As the divided country surpassed previous record-holder the Netherlands, where politicians haggled 208 days before striking a deal in 1977, Belgium’s top business leaders raised alarm bells about the crisis in newspaper Le Soir.
Billionaire investor Albert Frere, a leading shareholder in energy groups Total and GDF Suez, said he was “appalled by this chaotic situation which could have long-lasting effects on the Belgian economy.”
“The markets will be merciless if the country does not emerge promptly from this unprecedented hell,” he said.
Belgian politicians have been deadlocked over the formation of a new government for almost seven months and the political crisis deepened on Thursday last week when a mediator appointed by the king threw in the towel in exasperation.
Johan Vande Lanotte tendered his resignation to King Albert II a day after the country’s powerful Flemish separatists refused to discuss a plan to give the country’s Dutch and French-speaking regions more power.
The plan was offered to seven political parties as a basis for setting up a coalition government after elections on June 13 last year failed to produce an outright winner.
Should Belgium fail to get a new government by March 30, it would beat Iraq’s world record of 289 days last year.
Albert today will announce whether he will accept Vande Lanotte’s resignation or not.

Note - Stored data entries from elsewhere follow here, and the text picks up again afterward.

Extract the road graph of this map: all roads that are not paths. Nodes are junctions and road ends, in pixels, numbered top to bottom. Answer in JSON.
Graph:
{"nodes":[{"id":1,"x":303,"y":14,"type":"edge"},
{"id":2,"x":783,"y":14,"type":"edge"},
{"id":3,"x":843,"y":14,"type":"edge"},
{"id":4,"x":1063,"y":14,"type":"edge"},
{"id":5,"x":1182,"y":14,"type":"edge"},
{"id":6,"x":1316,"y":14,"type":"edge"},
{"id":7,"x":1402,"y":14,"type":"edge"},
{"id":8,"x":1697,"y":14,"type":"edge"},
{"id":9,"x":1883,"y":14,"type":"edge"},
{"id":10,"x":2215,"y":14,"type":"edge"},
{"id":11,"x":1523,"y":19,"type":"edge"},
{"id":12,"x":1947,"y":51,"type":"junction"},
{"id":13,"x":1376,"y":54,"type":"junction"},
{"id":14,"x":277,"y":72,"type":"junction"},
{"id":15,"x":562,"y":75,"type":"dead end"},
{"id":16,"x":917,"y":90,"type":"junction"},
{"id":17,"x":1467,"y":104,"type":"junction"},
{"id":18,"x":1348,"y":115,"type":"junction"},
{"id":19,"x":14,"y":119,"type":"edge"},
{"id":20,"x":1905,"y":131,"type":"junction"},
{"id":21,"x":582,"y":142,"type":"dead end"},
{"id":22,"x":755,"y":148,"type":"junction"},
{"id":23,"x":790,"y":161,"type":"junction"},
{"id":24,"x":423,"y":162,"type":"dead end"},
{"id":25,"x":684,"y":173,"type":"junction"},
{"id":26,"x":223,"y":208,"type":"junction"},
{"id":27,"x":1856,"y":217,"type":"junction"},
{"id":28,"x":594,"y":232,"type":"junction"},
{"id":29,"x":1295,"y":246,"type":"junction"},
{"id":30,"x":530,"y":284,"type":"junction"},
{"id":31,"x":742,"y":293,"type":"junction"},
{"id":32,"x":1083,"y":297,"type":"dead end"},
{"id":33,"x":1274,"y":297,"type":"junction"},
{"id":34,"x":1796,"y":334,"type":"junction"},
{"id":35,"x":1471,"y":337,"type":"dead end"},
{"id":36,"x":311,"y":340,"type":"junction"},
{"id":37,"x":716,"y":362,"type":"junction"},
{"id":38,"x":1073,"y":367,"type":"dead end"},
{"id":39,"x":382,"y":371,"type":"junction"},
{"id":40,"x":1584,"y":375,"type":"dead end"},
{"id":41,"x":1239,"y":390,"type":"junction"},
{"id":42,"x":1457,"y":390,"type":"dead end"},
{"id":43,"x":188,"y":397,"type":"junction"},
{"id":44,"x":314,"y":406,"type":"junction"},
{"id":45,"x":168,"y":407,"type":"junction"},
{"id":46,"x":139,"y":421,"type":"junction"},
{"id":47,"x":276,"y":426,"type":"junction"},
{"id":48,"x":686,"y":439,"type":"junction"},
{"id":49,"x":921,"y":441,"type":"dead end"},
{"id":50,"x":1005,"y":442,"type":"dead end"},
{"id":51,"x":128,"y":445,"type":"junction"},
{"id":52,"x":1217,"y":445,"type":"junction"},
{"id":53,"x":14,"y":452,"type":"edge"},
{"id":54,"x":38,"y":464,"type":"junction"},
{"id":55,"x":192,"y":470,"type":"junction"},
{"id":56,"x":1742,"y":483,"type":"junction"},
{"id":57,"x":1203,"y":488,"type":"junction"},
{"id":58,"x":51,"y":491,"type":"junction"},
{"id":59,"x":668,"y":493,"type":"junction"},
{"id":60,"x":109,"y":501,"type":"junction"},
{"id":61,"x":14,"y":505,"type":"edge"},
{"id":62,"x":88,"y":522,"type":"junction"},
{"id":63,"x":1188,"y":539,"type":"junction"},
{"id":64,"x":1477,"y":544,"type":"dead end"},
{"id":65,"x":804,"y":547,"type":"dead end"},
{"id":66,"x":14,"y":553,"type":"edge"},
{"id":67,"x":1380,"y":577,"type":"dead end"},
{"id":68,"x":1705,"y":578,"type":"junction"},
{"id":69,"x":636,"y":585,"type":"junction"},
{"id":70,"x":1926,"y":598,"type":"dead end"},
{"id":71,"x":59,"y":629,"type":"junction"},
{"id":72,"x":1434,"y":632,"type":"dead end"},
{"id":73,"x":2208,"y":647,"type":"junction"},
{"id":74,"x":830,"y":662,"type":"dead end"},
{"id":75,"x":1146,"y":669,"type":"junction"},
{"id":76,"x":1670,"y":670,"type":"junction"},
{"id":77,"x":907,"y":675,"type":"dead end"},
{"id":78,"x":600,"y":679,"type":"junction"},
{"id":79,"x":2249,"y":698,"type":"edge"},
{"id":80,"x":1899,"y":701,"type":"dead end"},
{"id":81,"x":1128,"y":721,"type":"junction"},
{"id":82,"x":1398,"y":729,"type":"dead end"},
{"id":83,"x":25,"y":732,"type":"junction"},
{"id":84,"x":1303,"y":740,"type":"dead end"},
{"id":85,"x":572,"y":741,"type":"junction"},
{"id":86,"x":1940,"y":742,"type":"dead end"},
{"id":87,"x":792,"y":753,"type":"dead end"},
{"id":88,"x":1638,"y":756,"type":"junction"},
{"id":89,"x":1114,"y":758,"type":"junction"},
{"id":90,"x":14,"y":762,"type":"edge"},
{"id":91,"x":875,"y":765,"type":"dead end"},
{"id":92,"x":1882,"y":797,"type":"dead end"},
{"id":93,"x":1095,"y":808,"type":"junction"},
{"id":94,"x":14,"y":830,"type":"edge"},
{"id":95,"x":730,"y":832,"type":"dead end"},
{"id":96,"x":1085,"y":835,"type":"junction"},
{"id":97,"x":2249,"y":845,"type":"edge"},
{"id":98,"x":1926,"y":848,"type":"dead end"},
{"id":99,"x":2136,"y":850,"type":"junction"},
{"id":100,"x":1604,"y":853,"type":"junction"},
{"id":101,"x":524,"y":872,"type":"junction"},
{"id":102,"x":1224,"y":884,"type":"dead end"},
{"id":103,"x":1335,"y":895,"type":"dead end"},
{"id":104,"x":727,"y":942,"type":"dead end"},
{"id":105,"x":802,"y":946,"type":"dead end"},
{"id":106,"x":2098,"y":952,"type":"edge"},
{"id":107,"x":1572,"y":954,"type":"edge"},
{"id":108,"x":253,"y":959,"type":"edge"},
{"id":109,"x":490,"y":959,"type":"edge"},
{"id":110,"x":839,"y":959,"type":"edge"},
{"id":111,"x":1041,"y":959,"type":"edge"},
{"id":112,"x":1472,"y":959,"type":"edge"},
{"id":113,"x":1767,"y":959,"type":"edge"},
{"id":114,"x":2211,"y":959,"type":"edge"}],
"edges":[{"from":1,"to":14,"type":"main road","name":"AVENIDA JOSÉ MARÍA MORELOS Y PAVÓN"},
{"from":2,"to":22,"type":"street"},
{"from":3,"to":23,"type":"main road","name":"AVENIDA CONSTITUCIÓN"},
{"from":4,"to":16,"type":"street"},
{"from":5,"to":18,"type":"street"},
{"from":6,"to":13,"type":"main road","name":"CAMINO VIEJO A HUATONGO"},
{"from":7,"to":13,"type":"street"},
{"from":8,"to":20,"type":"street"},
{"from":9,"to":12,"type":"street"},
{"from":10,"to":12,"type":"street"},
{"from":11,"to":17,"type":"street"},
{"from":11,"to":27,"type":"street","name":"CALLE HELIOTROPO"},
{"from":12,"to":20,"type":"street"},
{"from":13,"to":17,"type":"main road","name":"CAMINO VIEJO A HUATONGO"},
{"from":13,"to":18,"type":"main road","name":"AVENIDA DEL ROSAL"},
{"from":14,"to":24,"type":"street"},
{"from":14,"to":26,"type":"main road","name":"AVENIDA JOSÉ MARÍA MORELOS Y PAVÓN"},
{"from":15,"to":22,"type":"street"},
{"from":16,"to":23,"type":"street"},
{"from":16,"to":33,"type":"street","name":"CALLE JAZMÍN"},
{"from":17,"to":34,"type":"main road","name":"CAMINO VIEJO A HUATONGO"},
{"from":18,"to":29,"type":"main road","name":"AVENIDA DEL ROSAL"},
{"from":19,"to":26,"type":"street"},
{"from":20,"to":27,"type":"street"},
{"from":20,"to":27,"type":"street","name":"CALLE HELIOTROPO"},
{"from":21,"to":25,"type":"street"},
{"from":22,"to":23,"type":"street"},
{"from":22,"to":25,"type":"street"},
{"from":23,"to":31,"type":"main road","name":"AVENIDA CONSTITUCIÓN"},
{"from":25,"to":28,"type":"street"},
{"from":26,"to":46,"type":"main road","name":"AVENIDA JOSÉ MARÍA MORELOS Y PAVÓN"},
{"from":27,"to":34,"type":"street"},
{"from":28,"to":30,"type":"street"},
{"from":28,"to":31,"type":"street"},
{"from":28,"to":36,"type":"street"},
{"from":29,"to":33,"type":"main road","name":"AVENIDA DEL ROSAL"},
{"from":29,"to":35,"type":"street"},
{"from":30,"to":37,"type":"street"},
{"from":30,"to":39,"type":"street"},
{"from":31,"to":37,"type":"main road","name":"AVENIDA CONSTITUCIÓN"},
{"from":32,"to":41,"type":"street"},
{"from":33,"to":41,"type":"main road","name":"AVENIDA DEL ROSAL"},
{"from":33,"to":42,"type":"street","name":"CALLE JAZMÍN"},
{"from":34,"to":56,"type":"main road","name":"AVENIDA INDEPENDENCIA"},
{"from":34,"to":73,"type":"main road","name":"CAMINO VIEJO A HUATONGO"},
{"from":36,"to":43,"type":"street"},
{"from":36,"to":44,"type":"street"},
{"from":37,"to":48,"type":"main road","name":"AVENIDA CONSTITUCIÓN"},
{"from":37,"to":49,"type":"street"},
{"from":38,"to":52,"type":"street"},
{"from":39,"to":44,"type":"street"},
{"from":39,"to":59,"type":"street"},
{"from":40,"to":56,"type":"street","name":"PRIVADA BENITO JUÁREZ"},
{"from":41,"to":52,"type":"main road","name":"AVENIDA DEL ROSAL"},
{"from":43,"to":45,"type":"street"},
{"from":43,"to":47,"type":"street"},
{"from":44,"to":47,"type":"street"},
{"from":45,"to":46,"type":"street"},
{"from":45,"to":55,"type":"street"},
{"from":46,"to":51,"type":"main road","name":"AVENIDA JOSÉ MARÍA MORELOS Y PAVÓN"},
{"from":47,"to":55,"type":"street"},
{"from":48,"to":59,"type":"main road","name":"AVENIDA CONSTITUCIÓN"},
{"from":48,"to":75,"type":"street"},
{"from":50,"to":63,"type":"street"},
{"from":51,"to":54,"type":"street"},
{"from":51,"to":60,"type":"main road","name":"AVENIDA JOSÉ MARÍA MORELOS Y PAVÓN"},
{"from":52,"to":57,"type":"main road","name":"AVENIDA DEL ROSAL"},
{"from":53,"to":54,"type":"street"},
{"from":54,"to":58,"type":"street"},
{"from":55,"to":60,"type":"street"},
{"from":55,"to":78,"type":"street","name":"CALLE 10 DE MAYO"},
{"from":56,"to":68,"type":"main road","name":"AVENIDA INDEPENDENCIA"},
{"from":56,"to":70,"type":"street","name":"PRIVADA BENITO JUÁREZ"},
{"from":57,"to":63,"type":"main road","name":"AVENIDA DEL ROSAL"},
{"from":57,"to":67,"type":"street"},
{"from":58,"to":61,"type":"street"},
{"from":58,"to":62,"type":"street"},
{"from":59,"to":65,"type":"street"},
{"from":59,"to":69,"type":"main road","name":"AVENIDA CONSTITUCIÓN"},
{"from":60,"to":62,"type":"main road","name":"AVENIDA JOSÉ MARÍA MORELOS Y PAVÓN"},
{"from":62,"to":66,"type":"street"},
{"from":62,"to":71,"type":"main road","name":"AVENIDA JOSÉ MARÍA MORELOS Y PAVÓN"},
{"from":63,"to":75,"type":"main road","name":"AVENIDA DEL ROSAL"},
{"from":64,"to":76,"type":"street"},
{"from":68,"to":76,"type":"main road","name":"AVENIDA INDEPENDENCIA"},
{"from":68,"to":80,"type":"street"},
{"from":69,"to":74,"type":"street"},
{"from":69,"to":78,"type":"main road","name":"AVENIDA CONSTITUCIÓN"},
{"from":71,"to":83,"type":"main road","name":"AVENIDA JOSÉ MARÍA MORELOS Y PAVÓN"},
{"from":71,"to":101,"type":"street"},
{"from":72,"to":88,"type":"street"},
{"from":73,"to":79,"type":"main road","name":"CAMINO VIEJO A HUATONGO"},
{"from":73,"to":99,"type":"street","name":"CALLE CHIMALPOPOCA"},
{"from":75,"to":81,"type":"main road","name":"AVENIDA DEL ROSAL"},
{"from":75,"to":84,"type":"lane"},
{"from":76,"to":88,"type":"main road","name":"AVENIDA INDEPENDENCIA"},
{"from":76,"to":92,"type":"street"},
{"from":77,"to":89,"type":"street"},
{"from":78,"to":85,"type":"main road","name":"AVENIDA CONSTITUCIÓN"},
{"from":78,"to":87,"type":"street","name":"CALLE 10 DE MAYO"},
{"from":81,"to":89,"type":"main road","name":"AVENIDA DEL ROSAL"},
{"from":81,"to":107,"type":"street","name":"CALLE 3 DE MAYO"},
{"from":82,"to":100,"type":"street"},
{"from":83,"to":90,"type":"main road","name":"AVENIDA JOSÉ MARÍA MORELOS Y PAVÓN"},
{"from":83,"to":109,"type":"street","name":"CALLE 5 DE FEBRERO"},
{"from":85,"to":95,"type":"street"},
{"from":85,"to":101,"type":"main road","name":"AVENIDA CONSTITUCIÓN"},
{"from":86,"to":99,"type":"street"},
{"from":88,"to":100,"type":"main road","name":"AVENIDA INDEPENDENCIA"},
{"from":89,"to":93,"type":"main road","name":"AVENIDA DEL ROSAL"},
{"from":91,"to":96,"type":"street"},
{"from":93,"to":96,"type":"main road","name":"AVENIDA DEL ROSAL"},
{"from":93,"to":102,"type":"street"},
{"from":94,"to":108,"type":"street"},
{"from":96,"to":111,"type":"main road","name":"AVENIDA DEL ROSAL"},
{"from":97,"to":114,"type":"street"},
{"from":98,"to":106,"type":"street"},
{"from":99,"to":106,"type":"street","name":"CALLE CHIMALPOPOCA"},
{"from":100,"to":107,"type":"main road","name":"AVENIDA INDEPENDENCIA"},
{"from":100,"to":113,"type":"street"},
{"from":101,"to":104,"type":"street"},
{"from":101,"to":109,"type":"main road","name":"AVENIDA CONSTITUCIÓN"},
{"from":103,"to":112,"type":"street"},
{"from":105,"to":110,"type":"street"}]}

He could decide to name a new go-between or widen the list of parties involved in the negotiations.
While a caretaker Cabinet is keeping the state running, fears are mounting of looming economic strife.
With debt hovering just below 100 percent of GDP, ratings agencies and the nation’s central bank have warned of a potential threat from financial markets if feuding politicians fail to strike a deal soon.
“It is now that we must ... choose definitive solutions,” Luc De Bruyckere, the head of the Flemish industries association, said in Le Soir.
“If we do not do it ourselves, we will in the end be forced to by international market pressures,” he said.
Others however warned against forming a new government too quickly.
“Belgium has a government that manages day-to-day affairs in an efficient manner,” said Herman Daems, the chairman of the board at BNP Paribas Fortis.
“It would be better to take a bit more time to reach a good agreement rather than to favor a crisis government,” which would send “a bad signal to the markets,” Daems said.